• _WHAT IS NEEDED_: After reading the data below, copy out every line that contains the word "Kaisei".

• _SOURCE RECORDS_:

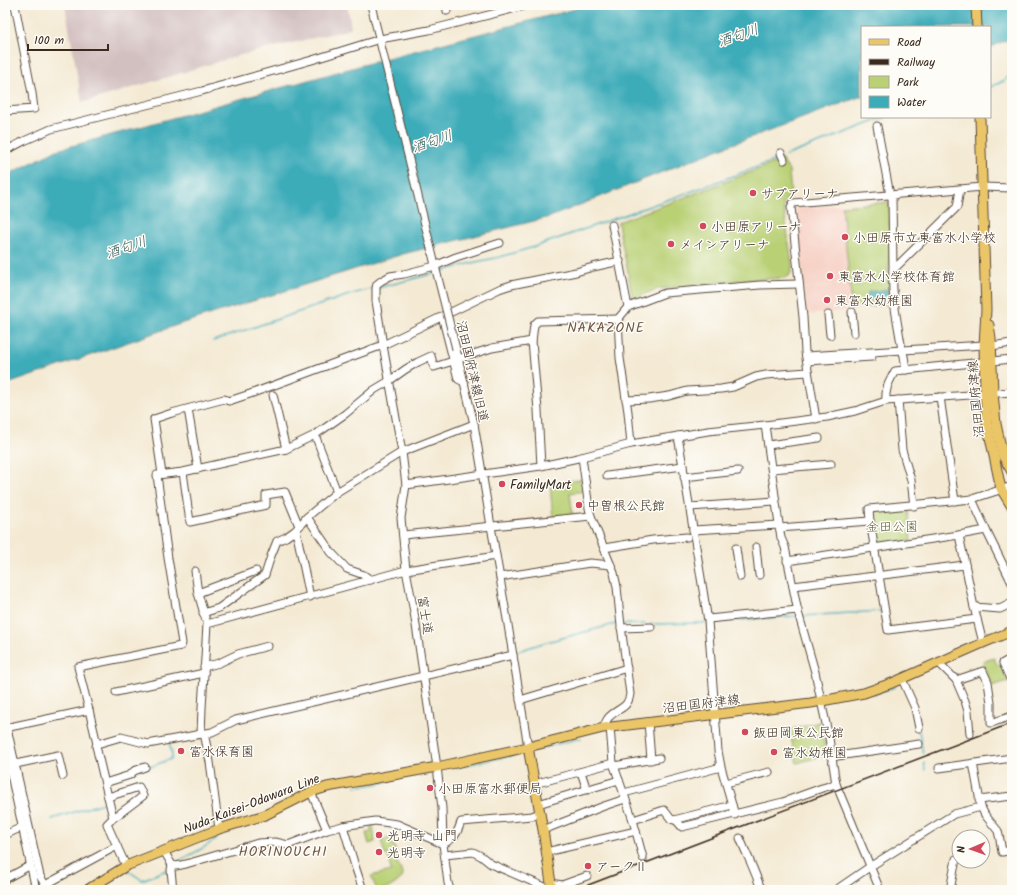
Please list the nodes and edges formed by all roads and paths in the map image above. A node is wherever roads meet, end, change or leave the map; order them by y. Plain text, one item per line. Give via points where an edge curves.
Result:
1 (15, 5) edge
2 (371, 5) edge
3 (528, 5) edge
4 (976, 5) edge
5 (977, 26) edge
6 (380, 39) junction
7 (5, 111) edge
8 (980, 118) edge
9 (877, 126) dead end
10 (5, 151) edge
11 (982, 187) junction
12 (1012, 188) edge
13 (960, 189) junction
14 (891, 195) junction
15 (612, 225) dead end
16 (500, 243) dead end
17 (620, 261) junction
18 (435, 268) junction
19 (893, 270) junction
20 (799, 284) junction
21 (628, 307) junction
22 (852, 312) dead end
23 (828, 315) dead end
24 (442, 316) junction
25 (618, 319) junction
26 (854, 333) dead end
27 (830, 335) dead end
28 (532, 341) junction
29 (1012, 342) edge
30 (383, 345) junction
31 (984, 345) junction
32 (903, 353) junction
33 (872, 357) dead end
34 (808, 359) junction
35 (1012, 359) edge
36 (456, 360) junction
37 (988, 362) junction
38 (906, 370) junction
39 (808, 372) junction
40 (389, 381) junction
41 (1012, 392) edge
42 (989, 393) junction
43 (273, 395) dead end
44 (940, 397) junction
45 (626, 400) junction
46 (898, 400) junction
47 (886, 401) junction
48 (188, 409) junction
49 (816, 419) junction
50 (474, 424) junction
51 (765, 425) junction
52 (315, 435) junction
53 (678, 436) junction
54 (819, 438) dead end
55 (631, 444) junction
56 (768, 445) junction
57 (286, 449) junction
58 (402, 452) junction
59 (582, 457) junction
60 (831, 464) dead end
61 (541, 466) junction
62 (683, 466) junction
63 (198, 469) junction
64 (772, 469) junction
65 (738, 471) dead end
66 (183, 472) junction
67 (1012, 472) edge
68 (162, 474) junction
69 (482, 475) junction
70 (607, 476) dead end
71 (684, 477) junction
72 (406, 485) junction
73 (1012, 486) edge
74 (1001, 489) junction
75 (337, 492) junction
76 (972, 499) junction
77 (775, 501) junction
78 (954, 501) junction
79 (914, 506) junction
80 (690, 507) junction
81 (1012, 507) edge
82 (307, 516) junction
83 (591, 516) junction
84 (870, 521) junction
85 (490, 526) junction
86 (779, 526) junction
87 (297, 528) junction
88 (693, 530) junction
89 (986, 530) junction
90 (403, 535) junction
91 (959, 535) junction
92 (687, 537) dead end
93 (756, 547) dead end
94 (604, 548) junction
95 (736, 548) dead end
96 (875, 548) junction
97 (496, 556) junction
98 (787, 561) junction
99 (611, 565) junction
100 (965, 565) junction
101 (406, 570) junction
102 (195, 571) dead end
103 (256, 571) dead end
104 (759, 574) dead end
105 (880, 576) junction
106 (740, 577) dead end
107 (500, 578) junction
108 (371, 580) junction
109 (1012, 583) edge
110 (793, 586) junction
111 (198, 593) junction
112 (310, 597) junction
113 (1012, 603) edge
114 (974, 607) junction
115 (203, 613) junction
116 (799, 614) junction
117 (977, 619) junction
118 (708, 622) junction
119 (207, 624) junction
120 (621, 625) junction
121 (652, 627) dead end
122 (1012, 631) edge
123 (983, 643) junction
124 (268, 646) dead end
125 (513, 652) junction
126 (1012, 658) edge
127 (939, 663) junction
128 (627, 668) junction
129 (204, 670) junction
130 (423, 674) junction
131 (902, 679) junction
132 (956, 680) junction
133 (1012, 683) edge
134 (116, 692) dead end
135 (520, 700) junction
136 (821, 702) junction
137 (89, 710) junction
138 (715, 714) junction
139 (1012, 716) edge
140 (648, 722) junction
141 (6, 728) edge
142 (607, 728) junction
143 (919, 728) dead end
144 (203, 734) junction
145 (970, 734) dead end
146 (97, 744) junction
147 (919, 744) dead end
148 (528, 747) junction
149 (5, 748) edge
150 (831, 757) junction
151 (659, 758) dead end
152 (1012, 758) edge
153 (651, 760) junction
154 (974, 763) junction
155 (613, 764) junction
156 (10, 766) edge
157 (721, 766) junction
158 (145, 767) dead end
159 (939, 768) dead end
160 (438, 770) junction
161 (581, 772) junction
162 (769, 772) dead end
163 (63, 776) dead end
164 (619, 780) junction
165 (105, 782) junction
166 (726, 783) junction
167 (534, 784) junction
168 (836, 784) junction
169 (587, 790) junction
170 (312, 795) junction
171 (624, 796) junction
172 (1012, 796) edge
173 (108, 797) junction
174 (538, 804) junction
175 (980, 804) junction
176 (732, 805) junction
177 (540, 813) junction
178 (735, 815) junction
179 (113, 818) junction
180 (633, 820) junction
181 (676, 820) junction
182 (343, 826) junction
183 (22, 827) junction
184 (219, 829) junction
185 (327, 830) junction
186 (543, 830) junction
187 (636, 831) junction
188 (5, 835) edge
189 (740, 838) dead end
190 (443, 844) junction
191 (117, 846) junction
192 (1012, 850) edge
193 (164, 851) junction
194 (546, 852) junction
195 (445, 854) junction
196 (643, 858) dead end
197 (31, 865) junction
198 (172, 865) junction
199 (126, 866) junction
200 (871, 866) junction
201 (954, 869) edge
202 (587, 876) dead end
203 (5, 879) edge
204 (34, 880) junction
205 (552, 887) edge
206 (45, 888) edge
207 (36, 890) edge
208 (87, 890) edge
209 (173, 890) edge
210 (363, 890) edge
211 (450, 890) edge
212 (761, 890) edge
213 (836, 890) edge
214 (880, 890) edge
215 (950, 890) edge

1 - 7 street via 34,109
2 - 6 street, 沼田国府津線旧道
3 - 6 street via 429,30
4 - 5 main road
6 - 10 street via 312,60 52,129
6 - 18 street, 沼田国府津線旧道
8 - 11 main road, 沼田国府津線
9 - 14 street
11 - 12 street
11 - 13 street
11 - 31 main road, 沼田国府津線 via 986,310 991,338
13 - 14 street
13 - 19 street via 956,207
14 - 19 street
14 - 20 street via 794,203 792,207
15 - 17 street
16 - 18 street via 456,257
17 - 21 street
17 - 24 street via 511,285
18 - 30 street, 富士道 via 390,276 378,284 376,296
18 - 36 street, 沼田国府津線旧道, bridge via 456,348
19 - 32 street via 892,279
20 - 21 street via 760,284 665,293
20 - 34 street
21 - 25 street
22 - 26 street
23 - 27 street
24 - 30 street
24 - 36 street
25 - 28 street via 538,321 534,325
25 - 45 street
28 - 36 street via 492,348
28 - 61 street
29 - 31 street
30 - 40 street, 富士道
30 - 48 street via 229,401 224,399
31 - 32 street
31 - 37 main road, 沼田国府津線
32 - 34 street
32 - 38 street
33 - 34 street
34 - 39 street
35 - 37 street
36 - 40 street via 434,367 431,356
36 - 50 street, 沼田国府津線旧道
37 - 38 street
37 - 42 main road, 沼田国府津線
38 - 47 street via 895,371 887,384
39 - 45 street via 766,375 721,389
39 - 49 street via 815,400
40 - 52 street
40 - 58 street, 富士道
41 - 42 street
42 - 44 street
42 - 67 main road, 沼田国府津線 via 1003,456
42 - 74 main road, 沼田国府津線 via 987,423
43 - 57 street
44 - 46 street
44 - 78 street
45 - 55 street
46 - 47 street
46 - 79 street via 902,450 911,480
47 - 49 street
48 - 63 street
48 - 68 street via 154,419
49 - 51 street
50 - 58 street
50 - 69 street, 沼田国府津線旧道
51 - 53 street
51 - 56 street
52 - 57 street
52 - 75 street
53 - 55 street
53 - 62 street
54 - 56 street
55 - 59 street
56 - 64 street
57 - 63 street
58 - 72 street, 富士道
58 - 75 street
59 - 61 street
59 - 83 street
60 - 64 street
61 - 69 street
62 - 70 street
62 - 71 street
63 - 66 street
64 - 77 street
65 - 71 street
66 - 68 street
66 - 87 street via 190,522 266,505 266,495 285,492
68 - 137 street via 157,475 182,643 181,646 78,666
69 - 72 street
69 - 85 street, 沼田国府津線旧道
71 - 80 street
72 - 90 street, 富士道 via 401,518
73 - 74 street
74 - 76 street
74 - 81 main road, 沼田国府津線
75 - 82 street
76 - 78 street
76 - 89 street
77 - 80 street
77 - 86 street
78 - 79 street
79 - 84 street via 869,509
80 - 88 street
82 - 87 street
82 - 108 street via 331,552 347,569
83 - 85 street
83 - 94 street
84 - 86 street
84 - 96 street
85 - 90 street
85 - 97 street, 沼田国府津線旧道
86 - 88 street
86 - 98 street
87 - 112 street
87 - 115 street via 286,537 277,540 265,575 219,608
88 - 118 street
89 - 91 street
89 - 109 street
90 - 101 street, 富士道
91 - 96 street
91 - 100 street
92 - 94 street
93 - 104 street
94 - 99 street
95 - 106 street
96 - 98 street
96 - 105 street
97 - 101 street
97 - 107 street, 沼田国府津線旧道
98 - 110 street
99 - 107 street via 590,562
99 - 120 street via 617,587
100 - 105 street
100 - 114 street
101 - 108 street
101 - 130 street, 富士道
102 - 111 street
103 - 111 street
105 - 110 street
105 - 117 street via 888,630
107 - 125 street, 沼田国府津線旧道
108 - 112 street
110 - 116 street
111 - 115 street
112 - 119 street
113 - 114 street via 1000,609
114 - 117 street
115 - 119 street
116 - 118 street
116 - 136 street
117 - 123 street
118 - 138 street
119 - 129 street
120 - 121 street
120 - 128 street
122 - 123 main road, 沼田国府津線
123 - 127 main road, 沼田国府津線
124 - 129 street via 238,654
125 - 130 street
125 - 135 street, 沼田国府津線旧道
126 - 133 street via 1003,662
127 - 131 main road, 沼田国府津線
127 - 132 street
128 - 135 street
128 - 142 street via 629,701 609,717
129 - 134 street
129 - 144 street
130 - 144 street via 236,720
130 - 160 street, 富士道
131 - 136 main road, 沼田国府津線 via 870,691
131 - 143 street via 915,708
132 - 139 street via 983,671 988,682 991,723
132 - 145 street via 968,710
135 - 148 street, 沼田国府津線旧道
136 - 138 main road, 沼田国府津線
136 - 150 street
137 - 141 street
137 - 146 street
138 - 140 main road, 沼田国府津線
138 - 157 street
140 - 142 main road, 沼田国府津線
140 - 153 street
141 - 156 street
142 - 148 main road, 沼田国府津線
142 - 155 street
144 - 146 street via 148,744 121,737
144 - 184 street via 210,762
146 - 165 street
147 - 150 street
148 - 160 main road, Nuda-Kaisei-Odawara Line
148 - 167 main road
149 - 156 street
150 - 168 street
151 - 153 street
152 - 154 street
153 - 155 street
154 - 159 street
154 - 175 street
155 - 161 street
155 - 164 street
156 - 163 street via 58,755
156 - 183 street
156 - 206 street
157 - 166 street
157 - 171 street
158 - 165 street via 130,775
160 - 170 main road, Nuda-Kaisei-Odawara Line via 327,787
160 - 190 street, 富士道
161 - 167 street
161 - 169 street
162 - 166 street
164 - 169 street
164 - 171 street
165 - 173 street
166 - 176 street
167 - 174 main road
168 - 178 street
168 - 200 street
169 - 174 street
170 - 184 main road, Nuda-Kaisei-Odawara Line via 265,815
170 - 185 street
171 - 180 street
171 - 186 street
172 - 175 street
173 - 179 street
173 - 179 street via 139,787 143,796
174 - 177 main road
175 - 192 street via 998,831 1002,852
175 - 200 street via 954,814
176 - 178 street
176 - 181 street
177 - 186 main road
177 - 190 street via 532,816 461,822 457,833
178 - 181 street via 682,827
179 - 191 street via 107,824
180 - 181 street via 664,810 671,819
180 - 187 street
182 - 185 street
182 - 190 street via 375,820 397,824
182 - 210 street
183 - 188 street
183 - 197 street
184 - 193 main road, Nuda-Kaisei-Odawara Line
185 - 198 street via 288,844 258,843 186,864
186 - 194 main road
187 - 194 street
187 - 196 street
189 - 212 street
190 - 195 street, 富士道
191 - 199 street
191 - 206 street
193 - 198 street
193 - 199 main road, Nuda-Kaisei-Odawara Line
194 - 205 main road
195 - 205 street via 473,852 491,864 547,888
195 - 211 street, 富士道
197 - 203 street
197 - 204 street
198 - 209 street
199 - 208 main road, Nuda-Kaisei-Odawara Line
200 - 213 street
200 - 214 street
201 - 215 street
202 - 205 street
204 - 206 street
204 - 207 street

• _WRITTEN REPLY_:
148 - 160 main road, Nuda-Kaisei-Odawara Line
160 - 170 main road, Nuda-Kaisei-Odawara Line via 327,787
170 - 184 main road, Nuda-Kaisei-Odawara Line via 265,815
184 - 193 main road, Nuda-Kaisei-Odawara Line
193 - 199 main road, Nuda-Kaisei-Odawara Line
199 - 208 main road, Nuda-Kaisei-Odawara Line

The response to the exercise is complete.